■ **INSTRUCTIONS FOR THE TASK**
Find the line with "Road topology of this image, covering all". Transcribe it and each later line of the data exactly, up to and including the last.

Saved entries
══════
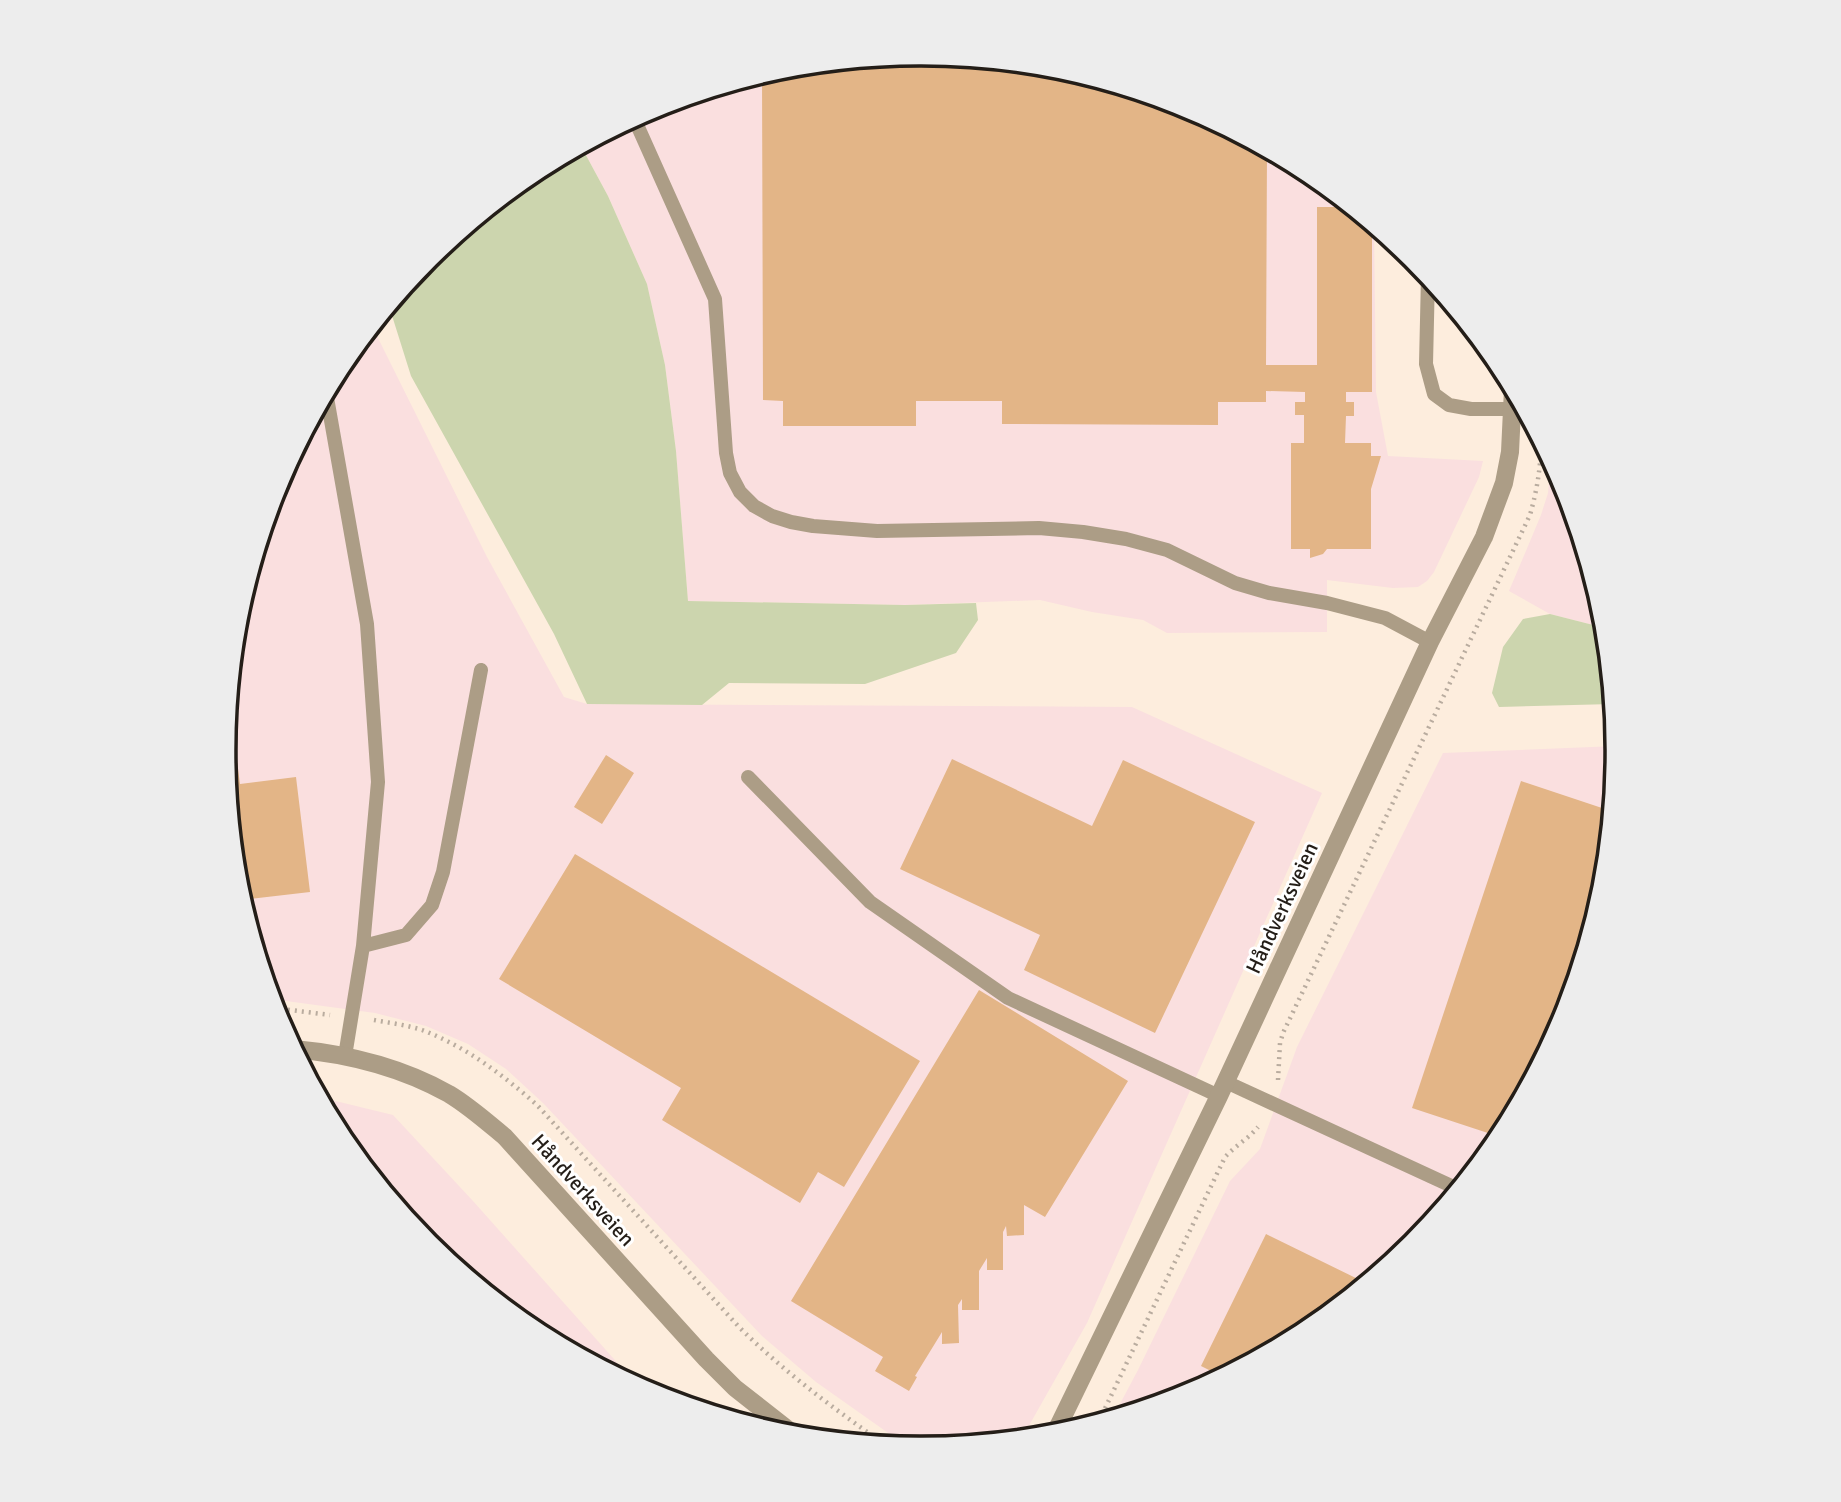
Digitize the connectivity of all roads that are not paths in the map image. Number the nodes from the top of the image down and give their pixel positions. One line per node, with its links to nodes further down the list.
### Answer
1 (638, 128): 5 (lane)
2 (1428, 292): 4 (lane)
3 (329, 408): 8 (lane)
4 (1513, 409): 5 (street, Håndverksveien)
5 (1430, 642): 11 (street, Håndverksveien)
6 (481, 670): 8 (lane)
7 (748, 777): 11 (lane)
8 (363, 946): 10 (lane)
9 (305, 1050): 10 (street, Håndverksveien)
10 (345, 1056): 13 (street, Håndverksveien)
11 (1223, 1089): 12 (lane); 14 (street, Håndverksveien)
12 (1449, 1185)
13 (775, 1419)
14 (1061, 1420)

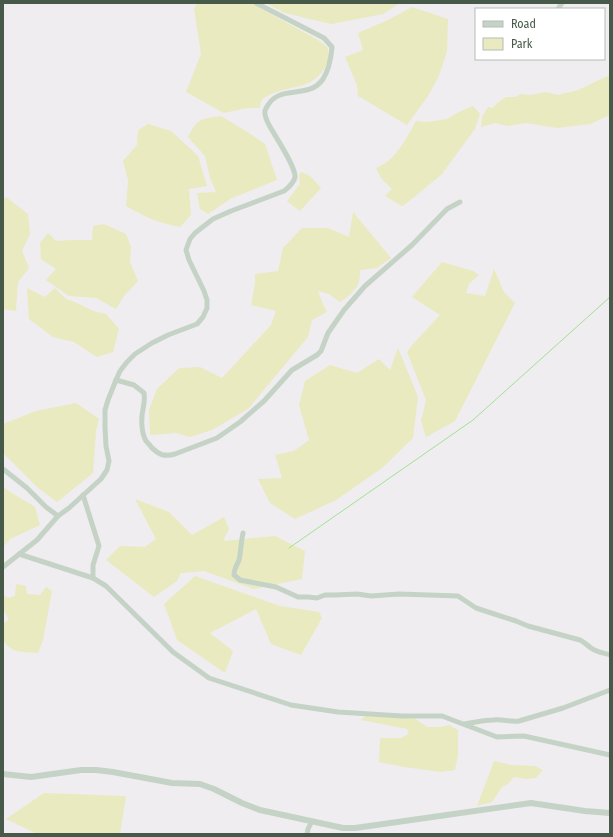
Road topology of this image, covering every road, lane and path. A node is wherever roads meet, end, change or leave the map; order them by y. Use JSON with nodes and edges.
{"nodes":[{"id":1,"x":256,"y":3,"type":"edge"},
{"id":2,"x":460,"y":202,"type":"dead end"},
{"id":3,"x":116,"y":380,"type":"junction"},
{"id":4,"x":3,"y":469,"type":"edge"},
{"id":5,"x":83,"y":495,"type":"junction"},
{"id":6,"x":58,"y":516,"type":"junction"},
{"id":7,"x":243,"y":533,"type":"dead end"},
{"id":8,"x":19,"y":554,"type":"junction"},
{"id":9,"x":3,"y":567,"type":"edge"},
{"id":10,"x":93,"y":578,"type":"junction"},
{"id":11,"x":610,"y":655,"type":"edge"},
{"id":12,"x":610,"y":690,"type":"edge"},
{"id":13,"x":463,"y":725,"type":"junction"},
{"id":14,"x":610,"y":755,"type":"edge"},
{"id":15,"x":3,"y":774,"type":"edge"},
{"id":16,"x":610,"y":813,"type":"edge"},
{"id":17,"x":312,"y":821,"type":"junction"},
{"id":18,"x":307,"y":834,"type":"edge"}],
"edges":[{"from":1,"to":3,"type":"street"},
{"from":2,"to":3,"type":"street"},
{"from":3,"to":5,"type":"street"},
{"from":4,"to":6,"type":"street"},
{"from":5,"to":6,"type":"street"},
{"from":5,"to":10,"type":"street"},
{"from":6,"to":8,"type":"street"},
{"from":7,"to":11,"type":"street"},
{"from":8,"to":9,"type":"street"},
{"from":8,"to":10,"type":"street"},
{"from":10,"to":13,"type":"street"},
{"from":12,"to":13,"type":"street"},
{"from":13,"to":14,"type":"street"},
{"from":15,"to":17,"type":"street"},
{"from":16,"to":17,"type":"street"},
{"from":17,"to":18,"type":"street"}]}
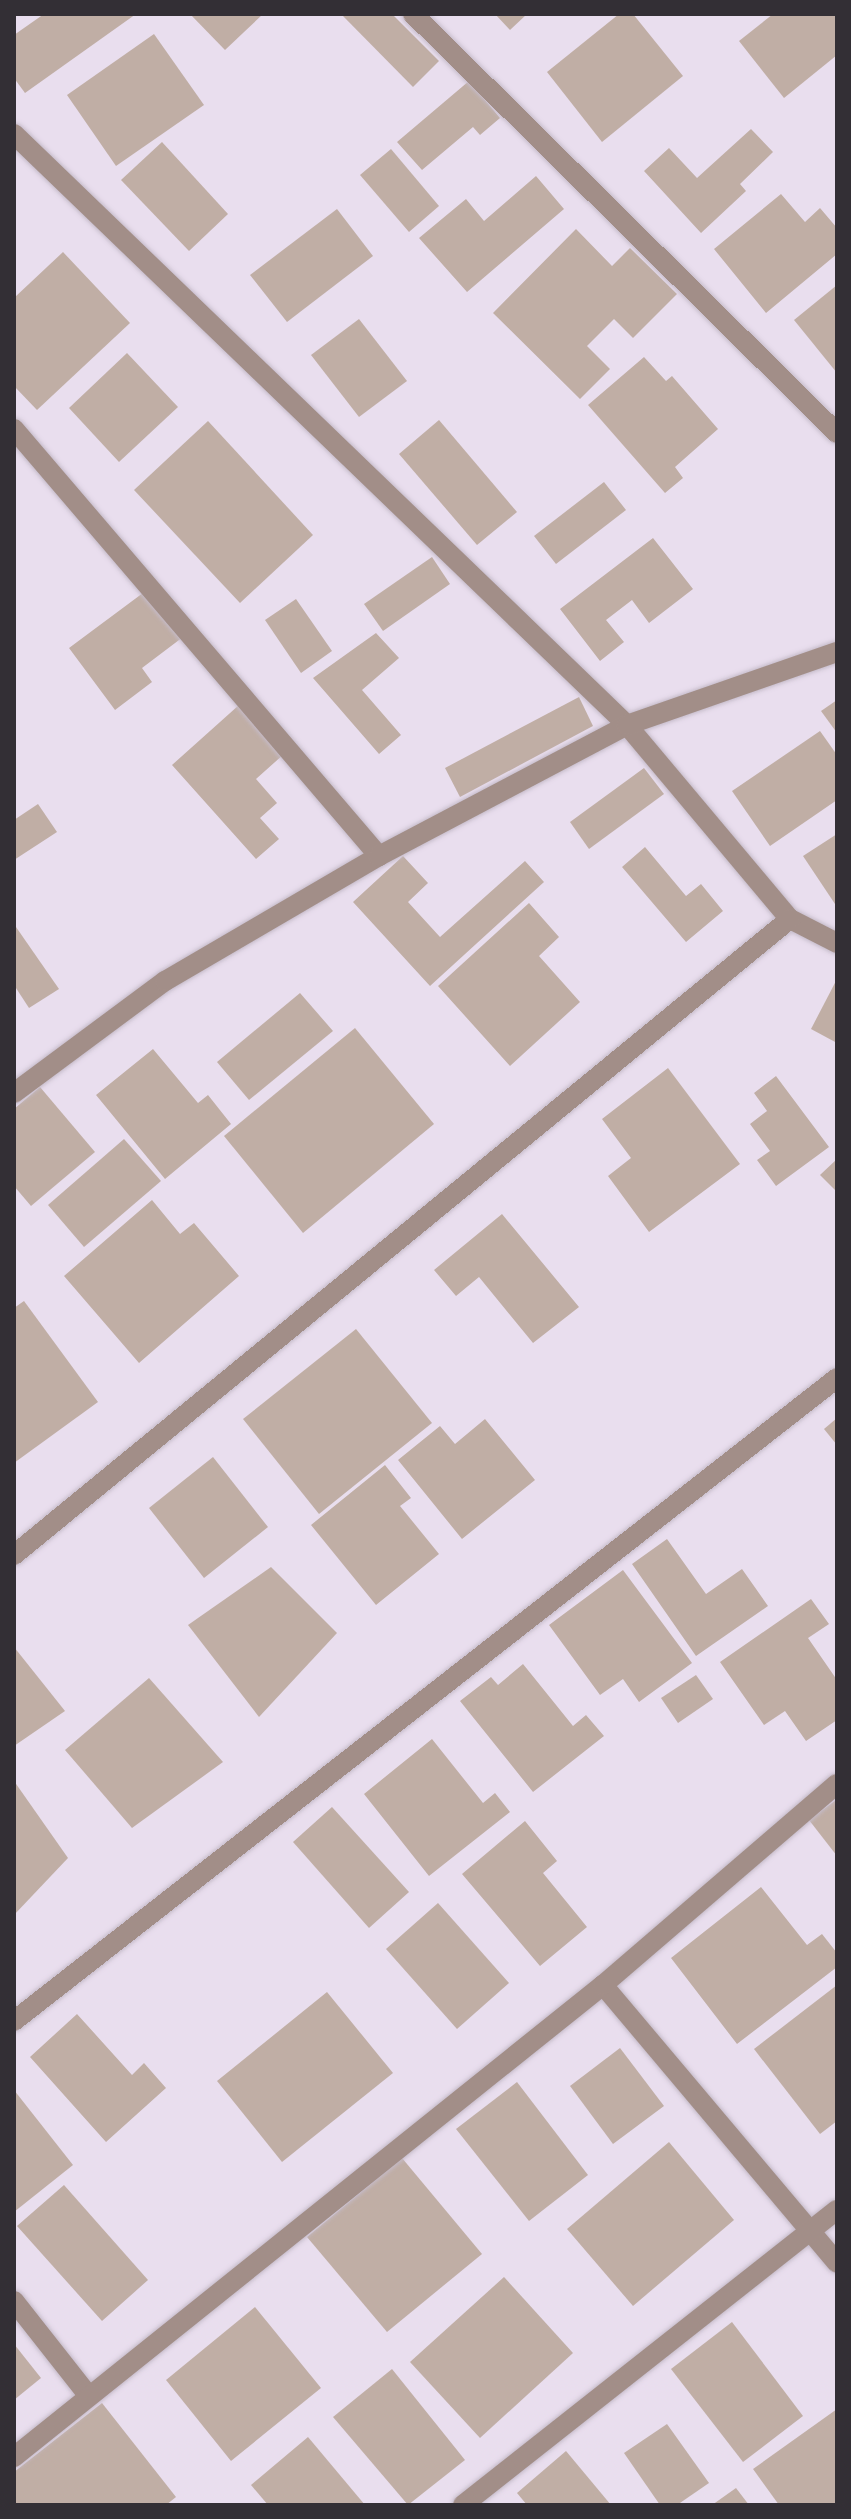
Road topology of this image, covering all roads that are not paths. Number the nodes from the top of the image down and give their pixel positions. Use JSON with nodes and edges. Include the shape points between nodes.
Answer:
{"nodes":[{"id":1,"x":413,"y":14,"type":"edge"},
{"id":2,"x":14,"y":134,"type":"edge"},
{"id":3,"x":14,"y":429,"type":"edge"},
{"id":4,"x":837,"y":433,"type":"edge"},
{"id":5,"x":837,"y":652,"type":"edge"},
{"id":6,"x":627,"y":725,"type":"junction"},
{"id":7,"x":379,"y":856,"type":"junction"},
{"id":8,"x":790,"y":919,"type":"junction"},
{"id":9,"x":837,"y":943,"type":"edge"},
{"id":10,"x":14,"y":1093,"type":"edge"},
{"id":11,"x":837,"y":1378,"type":"edge"},
{"id":12,"x":14,"y":1555,"type":"edge"},
{"id":13,"x":837,"y":1784,"type":"edge"},
{"id":14,"x":603,"y":1985,"type":"junction"},
{"id":15,"x":14,"y":2021,"type":"edge"},
{"id":16,"x":837,"y":2210,"type":"edge"},
{"id":17,"x":811,"y":2233,"type":"junction"},
{"id":18,"x":837,"y":2263,"type":"edge"},
{"id":19,"x":14,"y":2301,"type":"edge"},
{"id":20,"x":88,"y":2395,"type":"junction"},
{"id":21,"x":14,"y":2457,"type":"edge"},
{"id":22,"x":463,"y":2505,"type":"edge"}],
"edges":[{"from":1,"to":4,"type":"street"},
{"from":2,"to":6,"type":"street"},
{"from":3,"to":7,"type":"street"},
{"from":5,"to":6,"type":"street"},
{"from":6,"to":7,"type":"street"},
{"from":6,"to":8,"type":"street"},
{"from":7,"to":10,"type":"street","via":[[165,981]]},
{"from":8,"to":9,"type":"street"},
{"from":8,"to":12,"type":"street"},
{"from":11,"to":15,"type":"street"},
{"from":13,"to":14,"type":"street"},
{"from":14,"to":17,"type":"street"},
{"from":14,"to":20,"type":"street"},
{"from":16,"to":17,"type":"street"},
{"from":17,"to":18,"type":"street"},
{"from":17,"to":22,"type":"street"},
{"from":19,"to":20,"type":"street"},
{"from":20,"to":21,"type":"street"}]}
══════
■ **RESULT FOR THIS EXERCISE**
Road topology of this image, covering all roads that are not paths. Number the nodes from the top of the image down and give their pixel positions. Use JSON with nodes and edges. Include the shape points between nodes.
Answer:
{"nodes":[{"id":1,"x":413,"y":14,"type":"edge"},
{"id":2,"x":14,"y":134,"type":"edge"},
{"id":3,"x":14,"y":429,"type":"edge"},
{"id":4,"x":837,"y":433,"type":"edge"},
{"id":5,"x":837,"y":652,"type":"edge"},
{"id":6,"x":627,"y":725,"type":"junction"},
{"id":7,"x":379,"y":856,"type":"junction"},
{"id":8,"x":790,"y":919,"type":"junction"},
{"id":9,"x":837,"y":943,"type":"edge"},
{"id":10,"x":14,"y":1093,"type":"edge"},
{"id":11,"x":837,"y":1378,"type":"edge"},
{"id":12,"x":14,"y":1555,"type":"edge"},
{"id":13,"x":837,"y":1784,"type":"edge"},
{"id":14,"x":603,"y":1985,"type":"junction"},
{"id":15,"x":14,"y":2021,"type":"edge"},
{"id":16,"x":837,"y":2210,"type":"edge"},
{"id":17,"x":811,"y":2233,"type":"junction"},
{"id":18,"x":837,"y":2263,"type":"edge"},
{"id":19,"x":14,"y":2301,"type":"edge"},
{"id":20,"x":88,"y":2395,"type":"junction"},
{"id":21,"x":14,"y":2457,"type":"edge"},
{"id":22,"x":463,"y":2505,"type":"edge"}],
"edges":[{"from":1,"to":4,"type":"street"},
{"from":2,"to":6,"type":"street"},
{"from":3,"to":7,"type":"street"},
{"from":5,"to":6,"type":"street"},
{"from":6,"to":7,"type":"street"},
{"from":6,"to":8,"type":"street"},
{"from":7,"to":10,"type":"street","via":[[165,981]]},
{"from":8,"to":9,"type":"street"},
{"from":8,"to":12,"type":"street"},
{"from":11,"to":15,"type":"street"},
{"from":13,"to":14,"type":"street"},
{"from":14,"to":17,"type":"street"},
{"from":14,"to":20,"type":"street"},
{"from":16,"to":17,"type":"street"},
{"from":17,"to":18,"type":"street"},
{"from":17,"to":22,"type":"street"},
{"from":19,"to":20,"type":"street"},
{"from":20,"to":21,"type":"street"}]}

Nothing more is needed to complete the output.